Dynamic regulation of the cochlea amplifier in response to contralateral noise

K.E. Froud,¹ A.C.Y. Wong,¹ M. Klugmann,¹ J.P. Julien,² A.F. Ryan^3,4,5 and G.D. Housley,¹ ¹Translational Neuroscience Facility & Department of Physiology, School of Medical Sciences, University of New South Wales, NSW 2052, Australia, ²Department of Anatomy and Physiology, Université Laval, Québec, Québec, G1V 4G2 Canada, ³Departments of Surgery and, ⁴Neurosciences, University of California at San Diego, La Jolla, CA 92037, USA and ⁵San Diego Veterans Administration Medical Center, La Jolla, CA 92037, USA.
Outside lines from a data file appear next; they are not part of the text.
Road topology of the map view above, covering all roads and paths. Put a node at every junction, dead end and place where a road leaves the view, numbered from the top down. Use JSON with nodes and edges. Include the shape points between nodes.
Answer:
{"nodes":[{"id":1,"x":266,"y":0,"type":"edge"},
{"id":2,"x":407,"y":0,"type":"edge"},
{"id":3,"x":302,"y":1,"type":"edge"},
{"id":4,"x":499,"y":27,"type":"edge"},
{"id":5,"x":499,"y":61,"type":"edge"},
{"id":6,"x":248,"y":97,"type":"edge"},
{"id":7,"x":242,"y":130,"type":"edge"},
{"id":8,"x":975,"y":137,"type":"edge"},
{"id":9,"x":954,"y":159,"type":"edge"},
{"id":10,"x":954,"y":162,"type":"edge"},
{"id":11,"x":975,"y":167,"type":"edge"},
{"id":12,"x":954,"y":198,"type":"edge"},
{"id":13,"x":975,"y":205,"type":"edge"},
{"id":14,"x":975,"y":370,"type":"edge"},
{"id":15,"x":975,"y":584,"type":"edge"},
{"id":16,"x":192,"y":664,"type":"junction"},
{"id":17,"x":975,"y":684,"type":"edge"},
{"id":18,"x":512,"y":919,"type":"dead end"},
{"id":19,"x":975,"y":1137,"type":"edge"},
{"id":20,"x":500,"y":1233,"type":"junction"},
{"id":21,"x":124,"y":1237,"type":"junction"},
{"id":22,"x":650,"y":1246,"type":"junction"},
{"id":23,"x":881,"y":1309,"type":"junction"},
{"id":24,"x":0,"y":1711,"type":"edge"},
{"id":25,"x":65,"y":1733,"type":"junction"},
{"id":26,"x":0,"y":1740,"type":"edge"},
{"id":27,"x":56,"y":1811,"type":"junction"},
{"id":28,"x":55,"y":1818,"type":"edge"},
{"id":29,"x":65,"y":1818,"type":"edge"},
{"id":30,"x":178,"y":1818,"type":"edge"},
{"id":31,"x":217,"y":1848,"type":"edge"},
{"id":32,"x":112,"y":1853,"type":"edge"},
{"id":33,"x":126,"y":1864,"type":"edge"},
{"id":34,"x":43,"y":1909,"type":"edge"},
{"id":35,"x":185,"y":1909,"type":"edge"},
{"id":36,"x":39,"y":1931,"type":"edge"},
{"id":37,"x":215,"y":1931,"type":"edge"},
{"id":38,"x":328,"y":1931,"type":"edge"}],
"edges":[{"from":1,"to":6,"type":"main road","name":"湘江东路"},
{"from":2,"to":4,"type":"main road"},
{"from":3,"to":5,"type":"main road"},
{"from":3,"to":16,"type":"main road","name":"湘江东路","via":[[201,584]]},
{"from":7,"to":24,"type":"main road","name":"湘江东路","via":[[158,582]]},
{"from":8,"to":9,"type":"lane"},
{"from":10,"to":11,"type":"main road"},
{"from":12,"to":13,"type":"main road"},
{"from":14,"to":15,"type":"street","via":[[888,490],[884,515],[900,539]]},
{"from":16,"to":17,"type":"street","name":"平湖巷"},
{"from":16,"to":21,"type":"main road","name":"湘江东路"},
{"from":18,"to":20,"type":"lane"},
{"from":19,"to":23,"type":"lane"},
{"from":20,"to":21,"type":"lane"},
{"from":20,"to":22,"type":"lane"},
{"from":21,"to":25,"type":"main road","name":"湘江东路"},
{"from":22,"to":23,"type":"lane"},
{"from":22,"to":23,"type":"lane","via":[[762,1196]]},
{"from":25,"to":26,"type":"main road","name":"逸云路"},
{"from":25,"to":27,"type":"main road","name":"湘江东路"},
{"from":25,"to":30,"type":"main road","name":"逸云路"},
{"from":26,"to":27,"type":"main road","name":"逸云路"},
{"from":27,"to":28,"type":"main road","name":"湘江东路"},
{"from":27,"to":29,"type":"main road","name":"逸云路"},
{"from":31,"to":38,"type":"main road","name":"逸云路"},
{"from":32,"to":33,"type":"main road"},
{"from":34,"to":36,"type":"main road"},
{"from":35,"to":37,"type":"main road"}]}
Contralateral suppression (CS), the reduction in hearing sensitivity in one ear when sound is delivered to the opposite ear, is a well described within auditory neuroscience research. We know that the reduction in hearing sensitivity arises from inhibition of auditory transduction in the cochlear outer hair cells (OHCs) mediated by the medial olivocochlear (MOC) efferent pathway. Contralateral sound stimulation activates MOC neurons in the superior olivary complex in the brainstem. This MOC activation then causes hyperpolarization of OHCs in the other cochlea via unique α9 / α10 nicotinic acetylcholine receptor synapses, leading to increased thresholds. Sensory input from either type I spiral ganglion neurons (SGN) which make up 95% of the cochlear sensory fibres and synapse with inner hair cells, or type II SGN (the remaining 5%), innervating the OHCs must be involved in mediating this MOC activation. There is, however, still the major unanswered question of how sensory input drives CS.

Our experiments have studied the frequency dependence of CS in WT mice as well as utilizing a peripherin (Pph^−/−) knockout mouse model to investigate the potential contribution of type II SGN to CS. Pph is a type III intermediate filament expressed by type II SGN but not type I SGN, and development of these neurons has been shown to be affected by loss of Pph expression (Barclay et al., 2011). We therefore tested whether type II SGN innervation of OHC was affected in Pph^−/− mice, and if so, whether this was associated with altered CS. Using CtBP2 / Ribeye immunofluorescence to identify the ribbon synapses, OHC innervation (number and position) was compared between Pph^−/− and WT control mice (C129/Bl6).

The position of CtBP2-immunolabeled afferent synapses relative to the centre of the OHC nucleus was analysed using confocal microscopy of mid-modiolar cochlea cryosections. Sections were from adult (4 months old) Pph^−/− and WT mice and these were batch processed for immunolabeling and microscopy. This analysis revealed displacement of synapses towards the apex of the cell on the Pph^−/− OHCs. Quadratic (f2-f1) Distortion Product Otoacoustic Emissions (DPOAEs) have been shown to be sensitive to CS induced attenuation (Abel et al., 2009). We therefore observed changes in the ipsilateral quadratic DPOAEs of Pph^−/− and WT mice, in response to sound delivered to the contralateral ear. These experiments demonstrated that while the quadratic DPOAE were of equivalent amplitude in Pph^−/− and WT mice, they were significantly less attenuated by CS in Pph^−/− animals. These results support the hypothesis that the sensory signal driving the MOC pathway to the OHCs of the opposite cochlea has a significant contribution from the type II SGN.

Barclay M, Ryan AF & Housley GD. (2011) Neural Development 6, 33. doi: 10.1186/1749-8104-6-33

Abel C, Wittekindt A & Kössl M. (2009) Journal of Neurophysiology 101, 2362-71.

The experiments were conducted with University of New South Wales Animal Care and Ethics Committee approval. Supported by NHMRC grant APP1052463.